WHAT YOU ARE ASKED TO DO = What is needed here is an exact transcription of the entries that follow.

TASK INPUTS =
____
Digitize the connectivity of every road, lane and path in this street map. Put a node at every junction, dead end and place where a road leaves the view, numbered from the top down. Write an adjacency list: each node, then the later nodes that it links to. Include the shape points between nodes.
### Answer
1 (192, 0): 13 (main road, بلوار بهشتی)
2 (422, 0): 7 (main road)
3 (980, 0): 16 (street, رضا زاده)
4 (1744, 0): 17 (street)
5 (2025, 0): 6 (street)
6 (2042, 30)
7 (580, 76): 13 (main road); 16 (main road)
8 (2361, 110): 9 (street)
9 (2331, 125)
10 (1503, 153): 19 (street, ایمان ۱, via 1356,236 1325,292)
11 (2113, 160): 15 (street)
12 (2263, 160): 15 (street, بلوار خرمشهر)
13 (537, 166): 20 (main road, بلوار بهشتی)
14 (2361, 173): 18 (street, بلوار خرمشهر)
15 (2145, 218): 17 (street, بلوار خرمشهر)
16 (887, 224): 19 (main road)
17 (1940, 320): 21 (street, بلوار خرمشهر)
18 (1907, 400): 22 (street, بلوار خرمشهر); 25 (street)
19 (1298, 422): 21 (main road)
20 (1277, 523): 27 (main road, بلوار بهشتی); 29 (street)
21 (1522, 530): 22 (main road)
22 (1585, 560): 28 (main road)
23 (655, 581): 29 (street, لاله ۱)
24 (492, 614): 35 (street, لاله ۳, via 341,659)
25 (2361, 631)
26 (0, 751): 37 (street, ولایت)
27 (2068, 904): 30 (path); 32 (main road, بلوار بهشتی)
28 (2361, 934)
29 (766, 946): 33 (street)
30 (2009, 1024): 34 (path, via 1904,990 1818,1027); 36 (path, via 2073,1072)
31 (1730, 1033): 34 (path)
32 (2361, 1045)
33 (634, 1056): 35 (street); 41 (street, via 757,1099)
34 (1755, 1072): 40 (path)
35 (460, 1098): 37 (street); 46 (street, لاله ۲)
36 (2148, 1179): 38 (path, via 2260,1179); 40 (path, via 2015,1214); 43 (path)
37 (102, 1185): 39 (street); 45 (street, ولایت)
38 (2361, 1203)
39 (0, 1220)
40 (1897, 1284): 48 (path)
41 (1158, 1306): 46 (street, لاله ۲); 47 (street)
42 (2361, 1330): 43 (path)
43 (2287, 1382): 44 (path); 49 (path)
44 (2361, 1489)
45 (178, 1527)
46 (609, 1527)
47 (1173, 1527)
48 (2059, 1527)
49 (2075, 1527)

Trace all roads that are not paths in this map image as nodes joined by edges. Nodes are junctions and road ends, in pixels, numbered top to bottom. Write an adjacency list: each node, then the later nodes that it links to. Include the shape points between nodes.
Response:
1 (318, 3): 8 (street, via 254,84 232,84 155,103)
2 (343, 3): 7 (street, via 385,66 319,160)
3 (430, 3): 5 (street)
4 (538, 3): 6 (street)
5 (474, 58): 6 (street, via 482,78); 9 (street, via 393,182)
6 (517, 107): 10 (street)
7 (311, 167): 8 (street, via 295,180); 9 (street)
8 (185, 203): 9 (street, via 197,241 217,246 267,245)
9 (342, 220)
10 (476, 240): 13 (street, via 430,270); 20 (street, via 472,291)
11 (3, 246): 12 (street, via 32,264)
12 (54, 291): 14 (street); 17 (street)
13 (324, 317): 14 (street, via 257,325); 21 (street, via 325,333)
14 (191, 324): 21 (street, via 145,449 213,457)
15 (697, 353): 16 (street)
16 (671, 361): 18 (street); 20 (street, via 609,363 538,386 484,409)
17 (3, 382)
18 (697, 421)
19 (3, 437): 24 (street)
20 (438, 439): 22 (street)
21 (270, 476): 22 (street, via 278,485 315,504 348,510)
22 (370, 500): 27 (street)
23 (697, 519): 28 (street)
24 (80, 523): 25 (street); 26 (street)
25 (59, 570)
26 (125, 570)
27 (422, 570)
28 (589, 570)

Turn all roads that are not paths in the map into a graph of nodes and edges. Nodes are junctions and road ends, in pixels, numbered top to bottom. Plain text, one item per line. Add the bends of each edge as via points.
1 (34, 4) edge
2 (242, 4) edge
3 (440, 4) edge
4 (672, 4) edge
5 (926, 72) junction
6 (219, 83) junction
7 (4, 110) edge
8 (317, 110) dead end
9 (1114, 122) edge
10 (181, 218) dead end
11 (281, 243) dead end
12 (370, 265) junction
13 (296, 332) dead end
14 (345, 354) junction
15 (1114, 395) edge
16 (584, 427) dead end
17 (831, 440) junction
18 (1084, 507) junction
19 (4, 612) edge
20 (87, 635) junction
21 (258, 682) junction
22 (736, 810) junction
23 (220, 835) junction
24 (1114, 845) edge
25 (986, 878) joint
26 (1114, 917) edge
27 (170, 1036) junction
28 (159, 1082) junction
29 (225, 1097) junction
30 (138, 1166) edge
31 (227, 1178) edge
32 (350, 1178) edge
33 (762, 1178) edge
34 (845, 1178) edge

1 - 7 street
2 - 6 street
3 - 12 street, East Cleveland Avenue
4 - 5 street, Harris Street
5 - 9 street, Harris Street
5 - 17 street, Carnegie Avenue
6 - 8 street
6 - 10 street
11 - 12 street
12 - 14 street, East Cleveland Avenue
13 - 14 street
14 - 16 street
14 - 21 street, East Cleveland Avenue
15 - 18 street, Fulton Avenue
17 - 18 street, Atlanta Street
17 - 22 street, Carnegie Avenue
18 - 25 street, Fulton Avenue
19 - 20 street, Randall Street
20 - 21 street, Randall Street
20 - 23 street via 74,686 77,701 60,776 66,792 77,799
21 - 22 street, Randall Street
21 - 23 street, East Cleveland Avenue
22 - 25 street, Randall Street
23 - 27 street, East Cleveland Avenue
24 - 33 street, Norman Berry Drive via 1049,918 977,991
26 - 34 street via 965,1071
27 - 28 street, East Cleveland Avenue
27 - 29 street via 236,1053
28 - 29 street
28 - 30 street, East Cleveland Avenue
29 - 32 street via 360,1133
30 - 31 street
____
RESULT OF THE EXERCISE =
Digitize the connectivity of every road, lane and path in this street map. Put a node at every junction, dead end and place where a road leaves the view, numbered from the top down. Write an adjacency list: each node, then the later nodes that it links to. Include the shape points between nodes.
### Answer
1 (192, 0): 13 (main road, بلوار بهشتی)
2 (422, 0): 7 (main road)
3 (980, 0): 16 (street, رضا زاده)
4 (1744, 0): 17 (street)
5 (2025, 0): 6 (street)
6 (2042, 30)
7 (580, 76): 13 (main road); 16 (main road)
8 (2361, 110): 9 (street)
9 (2331, 125)
10 (1503, 153): 19 (street, ایمان ۱, via 1356,236 1325,292)
11 (2113, 160): 15 (street)
12 (2263, 160): 15 (street, بلوار خرمشهر)
13 (537, 166): 20 (main road, بلوار بهشتی)
14 (2361, 173): 18 (street, بلوار خرمشهر)
15 (2145, 218): 17 (street, بلوار خرمشهر)
16 (887, 224): 19 (main road)
17 (1940, 320): 21 (street, بلوار خرمشهر)
18 (1907, 400): 22 (street, بلوار خرمشهر); 25 (street)
19 (1298, 422): 21 (main road)
20 (1277, 523): 27 (main road, بلوار بهشتی); 29 (street)
21 (1522, 530): 22 (main road)
22 (1585, 560): 28 (main road)
23 (655, 581): 29 (street, لاله ۱)
24 (492, 614): 35 (street, لاله ۳, via 341,659)
25 (2361, 631)
26 (0, 751): 37 (street, ولایت)
27 (2068, 904): 30 (path); 32 (main road, بلوار بهشتی)
28 (2361, 934)
29 (766, 946): 33 (street)
30 (2009, 1024): 34 (path, via 1904,990 1818,1027); 36 (path, via 2073,1072)
31 (1730, 1033): 34 (path)
32 (2361, 1045)
33 (634, 1056): 35 (street); 41 (street, via 757,1099)
34 (1755, 1072): 40 (path)
35 (460, 1098): 37 (street); 46 (street, لاله ۲)
36 (2148, 1179): 38 (path, via 2260,1179); 40 (path, via 2015,1214); 43 (path)
37 (102, 1185): 39 (street); 45 (street, ولایت)
38 (2361, 1203)
39 (0, 1220)
40 (1897, 1284): 48 (path)
41 (1158, 1306): 46 (street, لاله ۲); 47 (street)
42 (2361, 1330): 43 (path)
43 (2287, 1382): 44 (path); 49 (path)
44 (2361, 1489)
45 (178, 1527)
46 (609, 1527)
47 (1173, 1527)
48 (2059, 1527)
49 (2075, 1527)

Trace all roads that are not paths in this map image as nodes joined by edges. Nodes are junctions and road ends, in pixels, numbered top to bottom. Write an adjacency list: each node, then the later nodes that it links to. Include the shape points between nodes.
Response:
1 (318, 3): 8 (street, via 254,84 232,84 155,103)
2 (343, 3): 7 (street, via 385,66 319,160)
3 (430, 3): 5 (street)
4 (538, 3): 6 (street)
5 (474, 58): 6 (street, via 482,78); 9 (street, via 393,182)
6 (517, 107): 10 (street)
7 (311, 167): 8 (street, via 295,180); 9 (street)
8 (185, 203): 9 (street, via 197,241 217,246 267,245)
9 (342, 220)
10 (476, 240): 13 (street, via 430,270); 20 (street, via 472,291)
11 (3, 246): 12 (street, via 32,264)
12 (54, 291): 14 (street); 17 (street)
13 (324, 317): 14 (street, via 257,325); 21 (street, via 325,333)
14 (191, 324): 21 (street, via 145,449 213,457)
15 (697, 353): 16 (street)
16 (671, 361): 18 (street); 20 (street, via 609,363 538,386 484,409)
17 (3, 382)
18 (697, 421)
19 (3, 437): 24 (street)
20 (438, 439): 22 (street)
21 (270, 476): 22 (street, via 278,485 315,504 348,510)
22 (370, 500): 27 (street)
23 (697, 519): 28 (street)
24 (80, 523): 25 (street); 26 (street)
25 (59, 570)
26 (125, 570)
27 (422, 570)
28 (589, 570)

Turn all roads that are not paths in the map into a graph of nodes and edges. Nodes are junctions and road ends, in pixels, numbered top to bottom. Plain text, one item per line. Add the bends of each edge as via points.
1 (34, 4) edge
2 (242, 4) edge
3 (440, 4) edge
4 (672, 4) edge
5 (926, 72) junction
6 (219, 83) junction
7 (4, 110) edge
8 (317, 110) dead end
9 (1114, 122) edge
10 (181, 218) dead end
11 (281, 243) dead end
12 (370, 265) junction
13 (296, 332) dead end
14 (345, 354) junction
15 (1114, 395) edge
16 (584, 427) dead end
17 (831, 440) junction
18 (1084, 507) junction
19 (4, 612) edge
20 (87, 635) junction
21 (258, 682) junction
22 (736, 810) junction
23 (220, 835) junction
24 (1114, 845) edge
25 (986, 878) joint
26 (1114, 917) edge
27 (170, 1036) junction
28 (159, 1082) junction
29 (225, 1097) junction
30 (138, 1166) edge
31 (227, 1178) edge
32 (350, 1178) edge
33 (762, 1178) edge
34 (845, 1178) edge

1 - 7 street
2 - 6 street
3 - 12 street, East Cleveland Avenue
4 - 5 street, Harris Street
5 - 9 street, Harris Street
5 - 17 street, Carnegie Avenue
6 - 8 street
6 - 10 street
11 - 12 street
12 - 14 street, East Cleveland Avenue
13 - 14 street
14 - 16 street
14 - 21 street, East Cleveland Avenue
15 - 18 street, Fulton Avenue
17 - 18 street, Atlanta Street
17 - 22 street, Carnegie Avenue
18 - 25 street, Fulton Avenue
19 - 20 street, Randall Street
20 - 21 street, Randall Street
20 - 23 street via 74,686 77,701 60,776 66,792 77,799
21 - 22 street, Randall Street
21 - 23 street, East Cleveland Avenue
22 - 25 street, Randall Street
23 - 27 street, East Cleveland Avenue
24 - 33 street, Norman Berry Drive via 1049,918 977,991
26 - 34 street via 965,1071
27 - 28 street, East Cleveland Avenue
27 - 29 street via 236,1053
28 - 29 street
28 - 30 street, East Cleveland Avenue
29 - 32 street via 360,1133
30 - 31 street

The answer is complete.